- EXERCISE REQUIREMENTS -
The required answer is a copy of each line in the entries below that includes "view".

- DATASET -
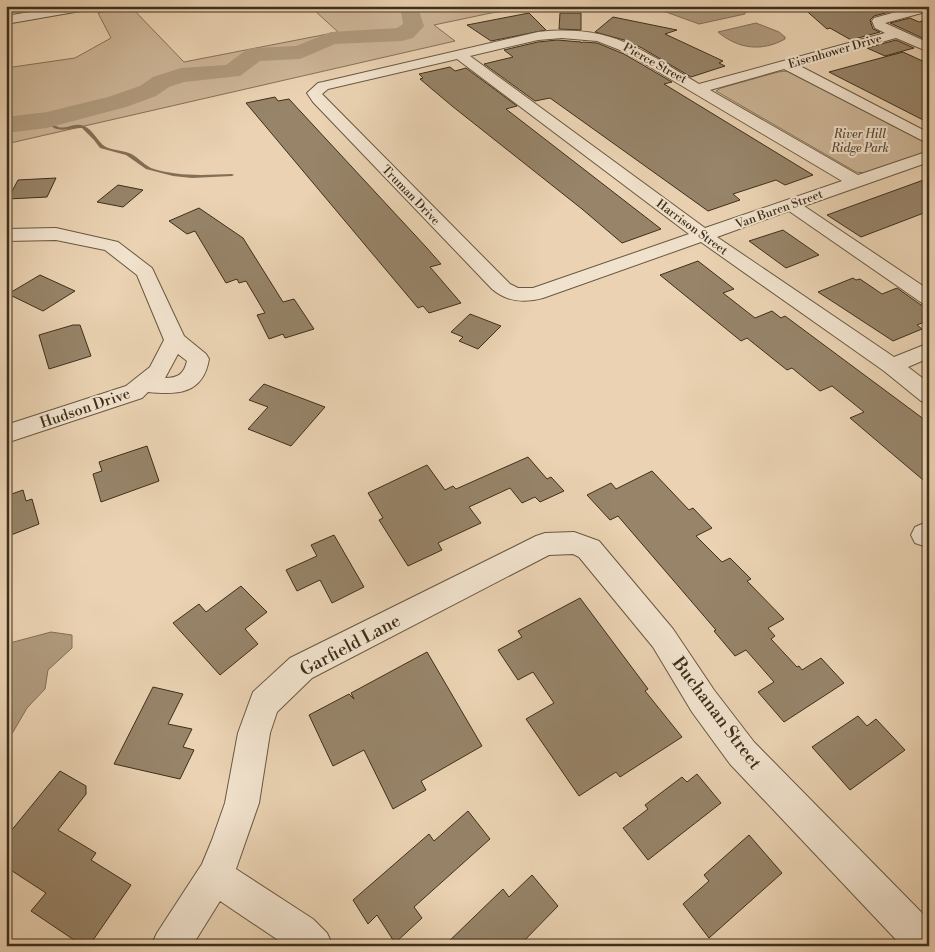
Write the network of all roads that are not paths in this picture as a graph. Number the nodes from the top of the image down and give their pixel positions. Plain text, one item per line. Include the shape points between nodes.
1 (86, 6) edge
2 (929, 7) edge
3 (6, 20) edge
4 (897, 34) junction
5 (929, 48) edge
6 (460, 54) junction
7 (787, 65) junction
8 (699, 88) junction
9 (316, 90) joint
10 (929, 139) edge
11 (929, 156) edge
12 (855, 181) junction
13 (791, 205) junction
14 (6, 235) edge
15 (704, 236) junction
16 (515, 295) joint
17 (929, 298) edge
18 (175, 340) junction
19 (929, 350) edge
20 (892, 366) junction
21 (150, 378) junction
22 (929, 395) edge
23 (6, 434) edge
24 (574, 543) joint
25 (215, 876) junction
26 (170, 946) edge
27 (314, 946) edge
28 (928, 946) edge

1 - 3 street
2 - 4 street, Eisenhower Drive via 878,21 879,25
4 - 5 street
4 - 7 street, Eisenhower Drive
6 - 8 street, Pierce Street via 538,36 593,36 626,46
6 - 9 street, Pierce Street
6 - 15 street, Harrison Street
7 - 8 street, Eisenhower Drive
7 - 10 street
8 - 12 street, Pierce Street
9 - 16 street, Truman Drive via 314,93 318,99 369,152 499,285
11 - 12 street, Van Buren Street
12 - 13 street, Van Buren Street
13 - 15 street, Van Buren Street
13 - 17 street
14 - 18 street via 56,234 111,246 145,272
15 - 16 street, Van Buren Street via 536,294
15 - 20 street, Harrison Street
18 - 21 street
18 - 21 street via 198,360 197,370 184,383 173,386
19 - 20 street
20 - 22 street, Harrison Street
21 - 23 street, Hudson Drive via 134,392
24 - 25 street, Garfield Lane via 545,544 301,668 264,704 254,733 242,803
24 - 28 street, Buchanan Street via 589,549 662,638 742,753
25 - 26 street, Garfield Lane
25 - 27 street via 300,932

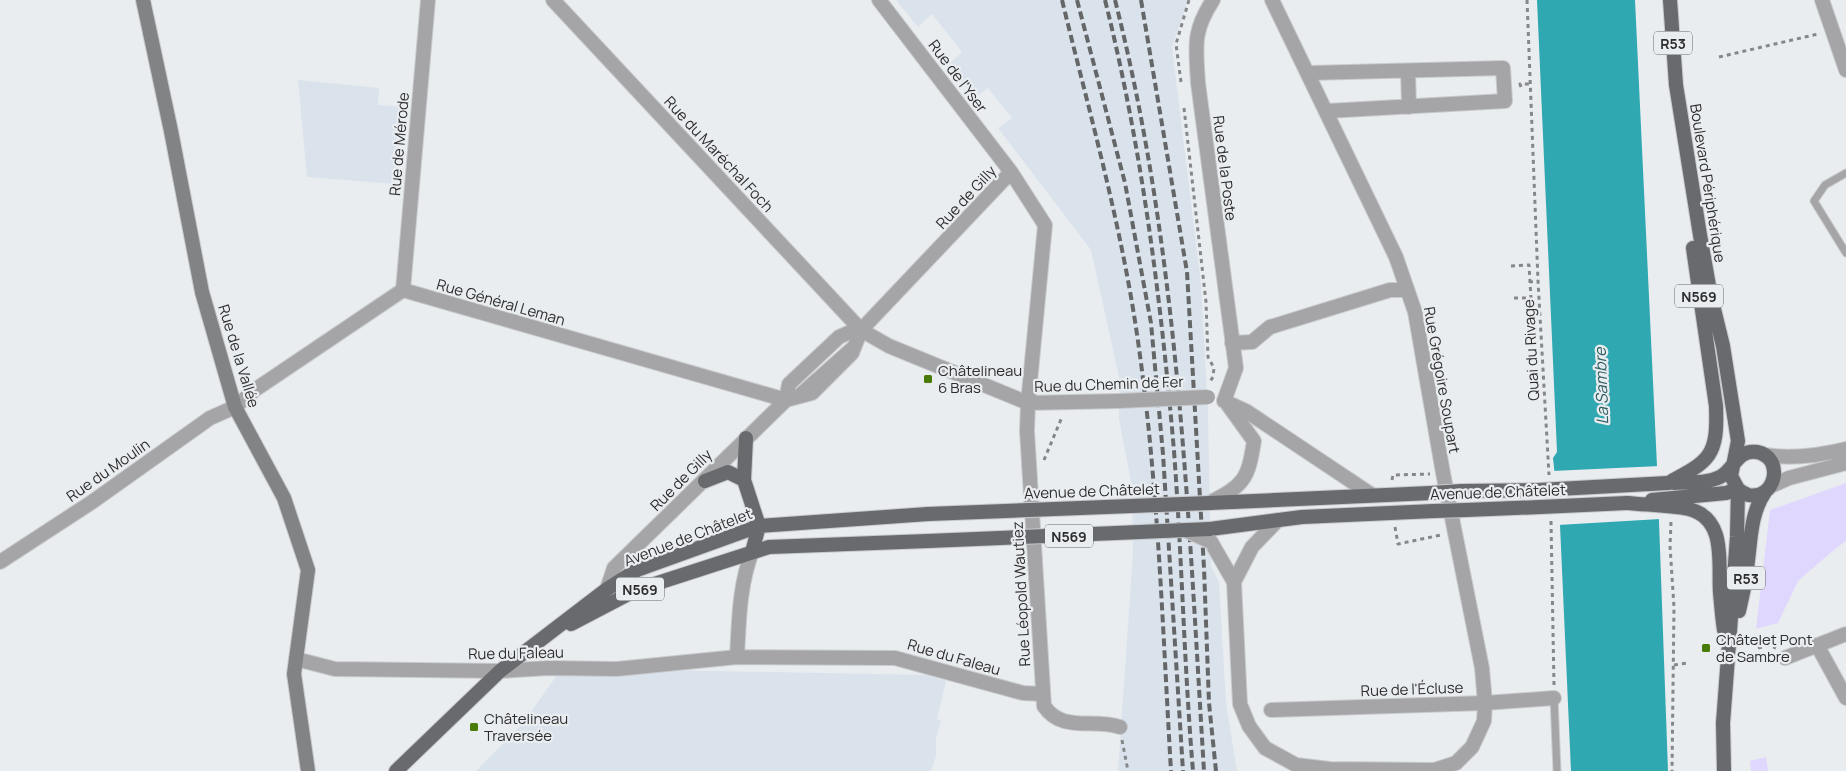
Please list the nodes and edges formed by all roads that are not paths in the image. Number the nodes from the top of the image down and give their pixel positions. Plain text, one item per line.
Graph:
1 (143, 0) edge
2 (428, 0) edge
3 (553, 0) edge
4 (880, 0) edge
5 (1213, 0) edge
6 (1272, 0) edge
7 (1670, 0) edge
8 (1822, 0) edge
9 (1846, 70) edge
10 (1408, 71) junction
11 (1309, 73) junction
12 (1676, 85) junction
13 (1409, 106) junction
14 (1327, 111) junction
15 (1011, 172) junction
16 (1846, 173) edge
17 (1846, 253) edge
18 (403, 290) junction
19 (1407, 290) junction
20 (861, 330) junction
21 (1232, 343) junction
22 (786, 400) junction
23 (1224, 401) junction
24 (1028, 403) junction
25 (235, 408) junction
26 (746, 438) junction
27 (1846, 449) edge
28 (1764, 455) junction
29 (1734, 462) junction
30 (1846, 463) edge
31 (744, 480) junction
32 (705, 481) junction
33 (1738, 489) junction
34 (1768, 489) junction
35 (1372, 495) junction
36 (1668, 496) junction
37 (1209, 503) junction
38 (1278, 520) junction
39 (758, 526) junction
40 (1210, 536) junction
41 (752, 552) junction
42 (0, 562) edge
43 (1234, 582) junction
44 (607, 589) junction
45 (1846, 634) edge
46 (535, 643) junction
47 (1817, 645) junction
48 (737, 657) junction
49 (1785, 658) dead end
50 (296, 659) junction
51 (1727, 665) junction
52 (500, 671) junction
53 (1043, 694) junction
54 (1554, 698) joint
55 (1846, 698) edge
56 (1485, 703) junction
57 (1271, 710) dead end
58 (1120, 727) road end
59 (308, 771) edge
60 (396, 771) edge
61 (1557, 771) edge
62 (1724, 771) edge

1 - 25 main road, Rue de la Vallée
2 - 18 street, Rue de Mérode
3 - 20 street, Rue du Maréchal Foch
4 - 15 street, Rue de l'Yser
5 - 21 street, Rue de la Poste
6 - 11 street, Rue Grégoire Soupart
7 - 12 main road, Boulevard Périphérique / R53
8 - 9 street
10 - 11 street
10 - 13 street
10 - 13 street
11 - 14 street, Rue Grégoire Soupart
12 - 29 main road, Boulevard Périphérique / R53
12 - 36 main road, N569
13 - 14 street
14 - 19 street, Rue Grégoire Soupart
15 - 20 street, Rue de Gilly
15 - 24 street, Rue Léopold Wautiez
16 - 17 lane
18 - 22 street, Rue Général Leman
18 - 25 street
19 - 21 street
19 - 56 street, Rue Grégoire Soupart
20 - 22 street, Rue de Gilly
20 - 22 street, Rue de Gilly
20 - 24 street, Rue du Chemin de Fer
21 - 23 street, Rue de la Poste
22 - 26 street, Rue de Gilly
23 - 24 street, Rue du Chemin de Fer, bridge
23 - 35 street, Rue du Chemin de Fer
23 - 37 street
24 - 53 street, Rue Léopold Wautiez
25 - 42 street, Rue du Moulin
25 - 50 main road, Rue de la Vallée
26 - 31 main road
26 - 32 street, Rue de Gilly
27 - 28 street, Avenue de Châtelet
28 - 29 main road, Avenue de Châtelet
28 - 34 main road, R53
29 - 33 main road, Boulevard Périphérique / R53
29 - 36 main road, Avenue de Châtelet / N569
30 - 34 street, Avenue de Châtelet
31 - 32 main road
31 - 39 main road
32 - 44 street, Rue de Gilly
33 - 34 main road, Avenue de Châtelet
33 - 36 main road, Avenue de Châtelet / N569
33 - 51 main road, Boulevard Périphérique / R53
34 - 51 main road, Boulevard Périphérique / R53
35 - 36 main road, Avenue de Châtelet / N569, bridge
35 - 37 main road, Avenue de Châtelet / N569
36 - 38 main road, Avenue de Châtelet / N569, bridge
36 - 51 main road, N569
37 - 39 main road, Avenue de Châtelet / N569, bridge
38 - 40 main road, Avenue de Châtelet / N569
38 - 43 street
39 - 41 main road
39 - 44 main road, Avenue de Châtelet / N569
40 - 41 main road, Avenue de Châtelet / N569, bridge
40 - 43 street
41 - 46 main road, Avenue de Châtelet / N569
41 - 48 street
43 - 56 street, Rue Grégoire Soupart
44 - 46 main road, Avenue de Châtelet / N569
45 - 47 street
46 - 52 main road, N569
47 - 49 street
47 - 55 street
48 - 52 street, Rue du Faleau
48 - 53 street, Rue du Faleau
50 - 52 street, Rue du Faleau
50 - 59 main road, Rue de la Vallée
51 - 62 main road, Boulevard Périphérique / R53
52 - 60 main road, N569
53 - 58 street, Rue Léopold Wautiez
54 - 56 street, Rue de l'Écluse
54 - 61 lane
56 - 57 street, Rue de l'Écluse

--

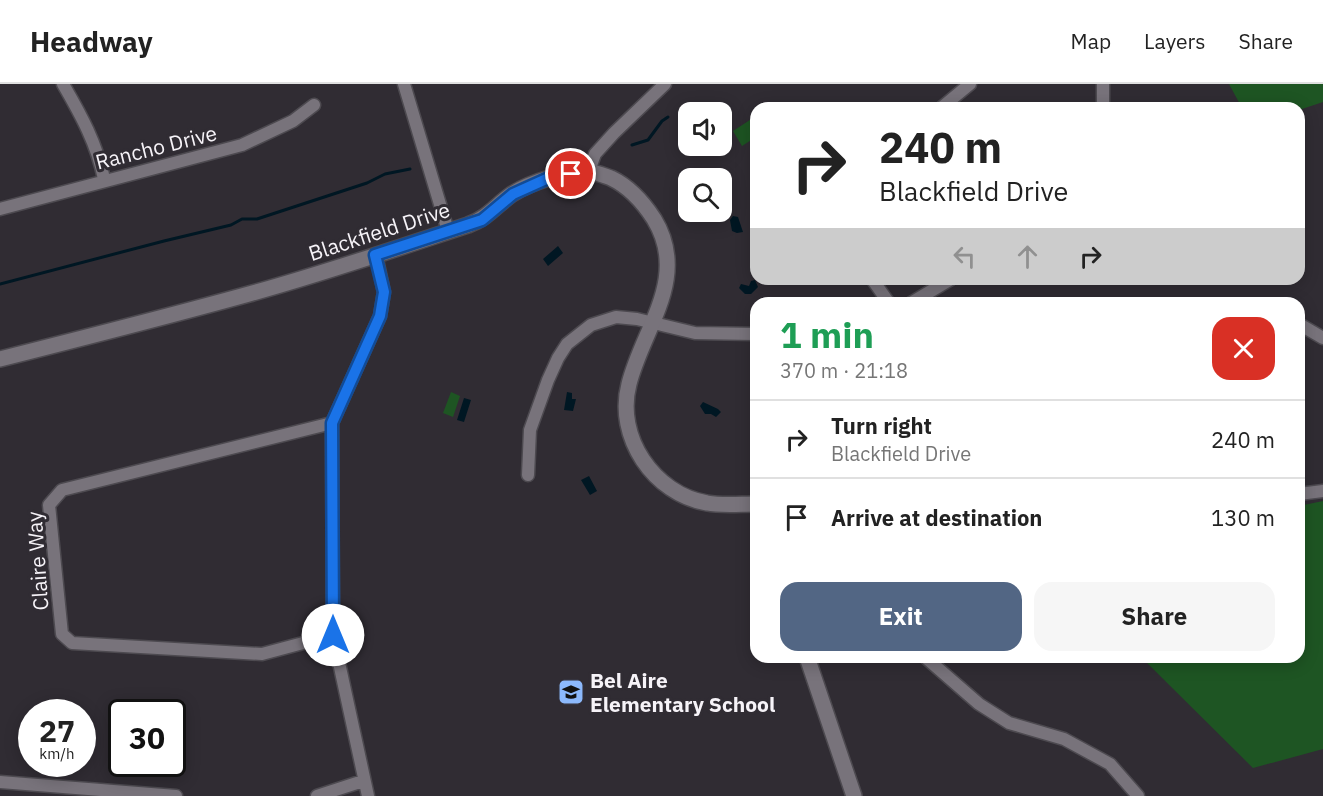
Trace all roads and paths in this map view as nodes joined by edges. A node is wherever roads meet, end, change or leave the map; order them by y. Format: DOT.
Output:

==

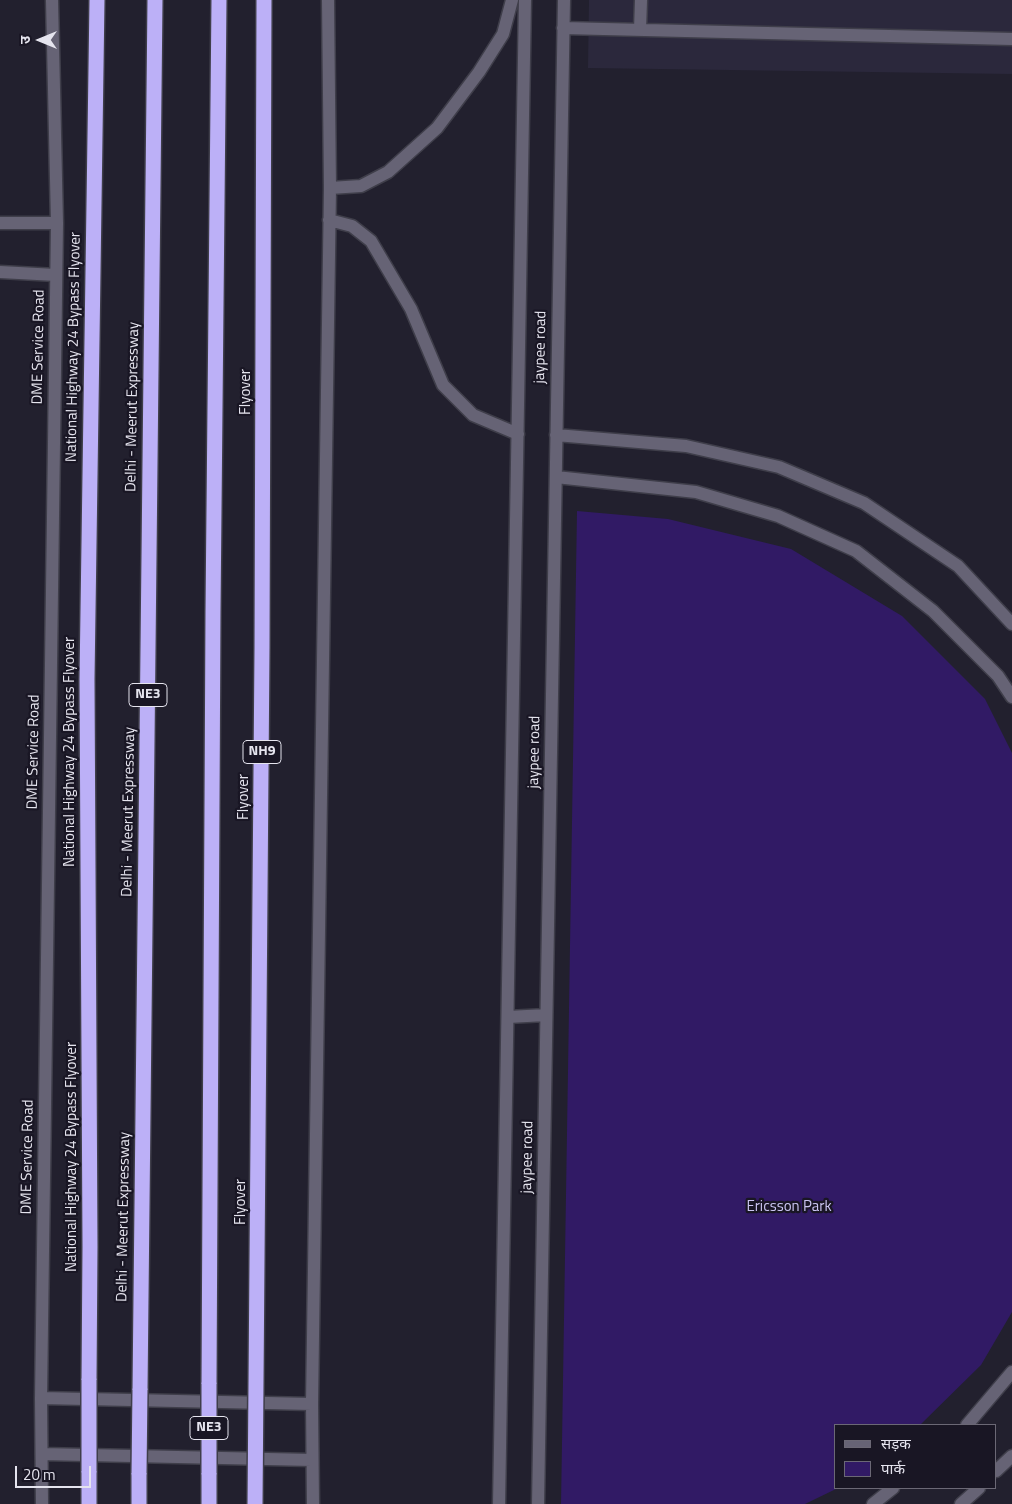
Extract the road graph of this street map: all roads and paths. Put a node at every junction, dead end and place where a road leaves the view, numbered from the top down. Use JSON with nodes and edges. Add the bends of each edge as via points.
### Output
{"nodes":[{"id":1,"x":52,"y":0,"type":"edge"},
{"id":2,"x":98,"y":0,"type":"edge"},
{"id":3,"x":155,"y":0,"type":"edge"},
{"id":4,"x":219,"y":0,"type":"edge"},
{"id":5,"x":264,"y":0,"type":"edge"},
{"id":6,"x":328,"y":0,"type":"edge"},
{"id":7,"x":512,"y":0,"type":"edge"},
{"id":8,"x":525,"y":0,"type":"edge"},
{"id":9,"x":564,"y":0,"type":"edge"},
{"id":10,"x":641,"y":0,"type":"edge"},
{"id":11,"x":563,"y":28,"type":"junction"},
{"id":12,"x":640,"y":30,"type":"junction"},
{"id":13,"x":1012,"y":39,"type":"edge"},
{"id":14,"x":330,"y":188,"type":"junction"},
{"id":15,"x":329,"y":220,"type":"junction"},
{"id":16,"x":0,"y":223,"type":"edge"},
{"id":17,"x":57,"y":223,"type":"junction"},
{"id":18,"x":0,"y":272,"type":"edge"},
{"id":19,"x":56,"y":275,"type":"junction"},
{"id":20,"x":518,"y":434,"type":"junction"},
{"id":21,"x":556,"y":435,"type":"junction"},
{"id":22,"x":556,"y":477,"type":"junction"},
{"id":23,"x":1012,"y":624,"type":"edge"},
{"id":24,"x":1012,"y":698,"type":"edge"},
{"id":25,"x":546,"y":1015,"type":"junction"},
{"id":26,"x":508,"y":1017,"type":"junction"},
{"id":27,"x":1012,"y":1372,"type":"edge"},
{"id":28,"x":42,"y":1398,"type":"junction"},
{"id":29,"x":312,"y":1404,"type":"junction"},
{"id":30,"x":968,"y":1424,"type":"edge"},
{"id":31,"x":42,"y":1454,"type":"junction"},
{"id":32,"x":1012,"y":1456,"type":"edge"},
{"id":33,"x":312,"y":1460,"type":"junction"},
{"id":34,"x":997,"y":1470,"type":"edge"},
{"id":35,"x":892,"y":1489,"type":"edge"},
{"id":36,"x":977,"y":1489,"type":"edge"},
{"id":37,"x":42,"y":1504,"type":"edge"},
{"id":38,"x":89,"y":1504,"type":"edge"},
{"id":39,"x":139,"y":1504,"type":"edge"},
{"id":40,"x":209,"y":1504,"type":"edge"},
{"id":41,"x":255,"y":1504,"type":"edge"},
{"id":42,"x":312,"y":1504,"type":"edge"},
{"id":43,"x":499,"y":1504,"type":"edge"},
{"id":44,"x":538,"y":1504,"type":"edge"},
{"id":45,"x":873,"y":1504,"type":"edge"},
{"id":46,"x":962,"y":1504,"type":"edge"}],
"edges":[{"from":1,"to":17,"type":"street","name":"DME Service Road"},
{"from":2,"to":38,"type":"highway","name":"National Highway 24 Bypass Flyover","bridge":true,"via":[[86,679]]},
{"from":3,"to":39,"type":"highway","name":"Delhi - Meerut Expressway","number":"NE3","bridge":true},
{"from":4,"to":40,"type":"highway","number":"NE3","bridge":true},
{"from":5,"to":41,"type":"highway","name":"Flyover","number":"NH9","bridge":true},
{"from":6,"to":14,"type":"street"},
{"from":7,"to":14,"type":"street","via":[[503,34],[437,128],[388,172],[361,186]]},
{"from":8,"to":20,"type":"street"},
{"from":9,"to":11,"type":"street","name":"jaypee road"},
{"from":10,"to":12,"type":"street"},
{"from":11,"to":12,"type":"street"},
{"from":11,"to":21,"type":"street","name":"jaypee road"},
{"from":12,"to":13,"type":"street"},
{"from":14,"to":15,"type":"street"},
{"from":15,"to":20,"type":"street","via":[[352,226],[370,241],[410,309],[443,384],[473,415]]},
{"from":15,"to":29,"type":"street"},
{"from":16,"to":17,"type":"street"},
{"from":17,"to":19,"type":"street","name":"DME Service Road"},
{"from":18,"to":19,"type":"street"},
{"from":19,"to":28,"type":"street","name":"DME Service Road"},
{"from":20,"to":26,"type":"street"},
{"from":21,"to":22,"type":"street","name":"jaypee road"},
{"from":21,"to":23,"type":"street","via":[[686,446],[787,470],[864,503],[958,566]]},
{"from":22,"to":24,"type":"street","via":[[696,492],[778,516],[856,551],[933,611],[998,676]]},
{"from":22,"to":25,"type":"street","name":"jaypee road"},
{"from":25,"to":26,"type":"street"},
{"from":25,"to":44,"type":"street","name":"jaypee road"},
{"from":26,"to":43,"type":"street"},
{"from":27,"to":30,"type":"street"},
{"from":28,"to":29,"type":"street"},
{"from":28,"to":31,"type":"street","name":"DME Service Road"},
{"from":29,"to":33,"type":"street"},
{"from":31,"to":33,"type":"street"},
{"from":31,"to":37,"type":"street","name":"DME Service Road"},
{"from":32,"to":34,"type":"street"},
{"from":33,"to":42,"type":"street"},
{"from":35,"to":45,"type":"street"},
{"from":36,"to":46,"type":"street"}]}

- YOUR SOLUTION -
Trace all roads and paths in this map view as nodes joined by edges. A node is wherever roads meet, end, change or leave the map; order them by y. Format: DOT.
Extract the road graph of this street map: all roads and paths. Put a node at every junction, dead end and place where a road leaves the view, numbered from the top down. Use JSON with nodes and edges. Add the bends of each edge as via points.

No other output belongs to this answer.